8. The nonwoven fabric as described in claim 7, characterized in that, In the aforementioned embossed area, the aforementioned high-basic-weight area and the aforementioned low-basic-weight area are respectively composed of a ridge protruding in one direction toward the thickness direction of the nonwoven fabric and a groove protruding in one direction. The aforementioned ridge also has a plurality of recesses that are concave toward the aforementioned side, and each of the plurality of recesses has a base made of the aforementioned continuous fibers at its bottom.
9. The nonwoven fabric as described in claim 1 or 2, characterized in that, The aforementioned planar directions include the first direction and the second direction intersecting the first direction.
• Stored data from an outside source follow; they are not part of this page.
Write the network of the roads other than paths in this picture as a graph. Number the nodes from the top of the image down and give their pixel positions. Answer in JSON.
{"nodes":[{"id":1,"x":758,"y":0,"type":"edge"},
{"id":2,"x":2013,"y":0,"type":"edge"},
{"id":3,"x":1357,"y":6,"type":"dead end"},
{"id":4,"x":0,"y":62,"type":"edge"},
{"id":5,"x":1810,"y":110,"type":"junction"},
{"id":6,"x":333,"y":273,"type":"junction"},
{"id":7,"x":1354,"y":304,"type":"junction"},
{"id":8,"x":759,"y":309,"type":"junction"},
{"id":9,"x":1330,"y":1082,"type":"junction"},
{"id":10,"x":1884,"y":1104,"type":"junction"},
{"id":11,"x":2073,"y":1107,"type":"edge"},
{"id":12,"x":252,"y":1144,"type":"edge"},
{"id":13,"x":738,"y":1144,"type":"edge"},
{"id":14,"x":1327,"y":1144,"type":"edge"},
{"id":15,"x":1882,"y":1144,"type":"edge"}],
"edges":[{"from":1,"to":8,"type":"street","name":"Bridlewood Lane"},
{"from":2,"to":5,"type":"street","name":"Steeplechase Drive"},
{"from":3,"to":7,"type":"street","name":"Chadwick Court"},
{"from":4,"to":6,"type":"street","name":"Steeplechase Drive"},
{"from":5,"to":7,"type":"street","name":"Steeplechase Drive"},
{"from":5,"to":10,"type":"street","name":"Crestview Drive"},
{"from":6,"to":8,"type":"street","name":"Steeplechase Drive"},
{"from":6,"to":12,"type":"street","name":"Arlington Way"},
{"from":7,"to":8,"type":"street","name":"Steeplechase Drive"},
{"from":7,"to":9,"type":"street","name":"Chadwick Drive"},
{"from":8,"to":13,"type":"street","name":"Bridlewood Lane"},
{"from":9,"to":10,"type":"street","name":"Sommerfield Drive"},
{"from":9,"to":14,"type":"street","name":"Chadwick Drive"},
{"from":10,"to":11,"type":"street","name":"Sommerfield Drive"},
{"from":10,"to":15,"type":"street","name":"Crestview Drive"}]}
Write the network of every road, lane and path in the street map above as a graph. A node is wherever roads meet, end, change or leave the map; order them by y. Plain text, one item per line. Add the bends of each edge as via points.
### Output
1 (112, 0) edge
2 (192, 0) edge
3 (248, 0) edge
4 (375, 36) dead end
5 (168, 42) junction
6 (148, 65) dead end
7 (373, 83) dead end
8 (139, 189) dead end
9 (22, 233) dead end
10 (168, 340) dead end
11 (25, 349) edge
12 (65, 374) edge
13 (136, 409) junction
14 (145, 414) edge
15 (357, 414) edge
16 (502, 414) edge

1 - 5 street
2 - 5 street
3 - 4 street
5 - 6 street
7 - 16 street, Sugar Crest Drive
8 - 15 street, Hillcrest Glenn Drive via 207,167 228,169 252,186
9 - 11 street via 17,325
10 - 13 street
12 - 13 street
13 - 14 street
The aforementioned plurality of embossed portions are arranged intermittently at a first spacing in the first direction and intermittently at a second spacing in the second direction.
10. The nonwoven fabric as described in claim 9, characterized in that, The intersection angle between the first and second directions is 60° to 90°.
11. The nonwoven fabric as described in claim 9, characterized in that, The first spacing is the same as the second spacing.
12. A method for manufacturing a nonwoven fabric, wherein the method manufactures the nonwoven fabric according to any one of claims 1, 6 to 8, characterized in that, The above-mentioned method for manufacturing nonwoven fabric includes: The steps of preparing a fiber web having the aforementioned high basicity region and the aforementioned low basicity region; and The step of forming the nonwoven fabric by using a pair of embossing rollers, each having multiple protrusions, to form the multiple embossed portions on the fiber web. The aforementioned protrusions each have the same compression area.